- _Recorded information_
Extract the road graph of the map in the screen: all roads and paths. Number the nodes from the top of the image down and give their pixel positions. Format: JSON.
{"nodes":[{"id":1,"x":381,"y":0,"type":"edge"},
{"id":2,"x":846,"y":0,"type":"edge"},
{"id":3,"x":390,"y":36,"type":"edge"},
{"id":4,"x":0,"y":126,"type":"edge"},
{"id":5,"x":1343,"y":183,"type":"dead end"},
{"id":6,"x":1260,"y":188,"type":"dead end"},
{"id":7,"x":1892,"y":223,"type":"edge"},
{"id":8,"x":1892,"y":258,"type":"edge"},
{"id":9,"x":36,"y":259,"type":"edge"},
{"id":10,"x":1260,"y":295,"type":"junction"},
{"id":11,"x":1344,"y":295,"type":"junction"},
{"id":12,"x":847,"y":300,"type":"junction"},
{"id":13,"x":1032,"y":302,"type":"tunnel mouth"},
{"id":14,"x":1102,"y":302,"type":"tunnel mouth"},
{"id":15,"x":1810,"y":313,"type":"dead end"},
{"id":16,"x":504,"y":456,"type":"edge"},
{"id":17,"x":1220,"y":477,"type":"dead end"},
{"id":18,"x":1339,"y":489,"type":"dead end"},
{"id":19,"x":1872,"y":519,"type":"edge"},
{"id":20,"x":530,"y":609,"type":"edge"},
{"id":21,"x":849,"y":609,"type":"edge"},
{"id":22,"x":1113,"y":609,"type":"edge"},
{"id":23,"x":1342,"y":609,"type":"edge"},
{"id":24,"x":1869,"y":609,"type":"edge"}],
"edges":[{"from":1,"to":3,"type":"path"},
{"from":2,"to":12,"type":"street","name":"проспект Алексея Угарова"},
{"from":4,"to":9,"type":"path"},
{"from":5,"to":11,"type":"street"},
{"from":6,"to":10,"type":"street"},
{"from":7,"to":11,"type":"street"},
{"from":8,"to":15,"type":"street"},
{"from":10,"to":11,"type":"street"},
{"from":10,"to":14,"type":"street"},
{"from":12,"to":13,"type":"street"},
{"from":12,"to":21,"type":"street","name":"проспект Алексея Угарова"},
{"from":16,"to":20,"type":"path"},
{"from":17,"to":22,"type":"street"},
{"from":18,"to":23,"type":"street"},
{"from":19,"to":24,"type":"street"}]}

- _Exercise_
Look through the entries above; copy every line holding the string "name".

- _Result_
{"from":2,"to":12,"type":"street","name":"проспект Алексея Угарова"},
{"from":12,"to":21,"type":"street","name":"проспект Алексея Угарова"},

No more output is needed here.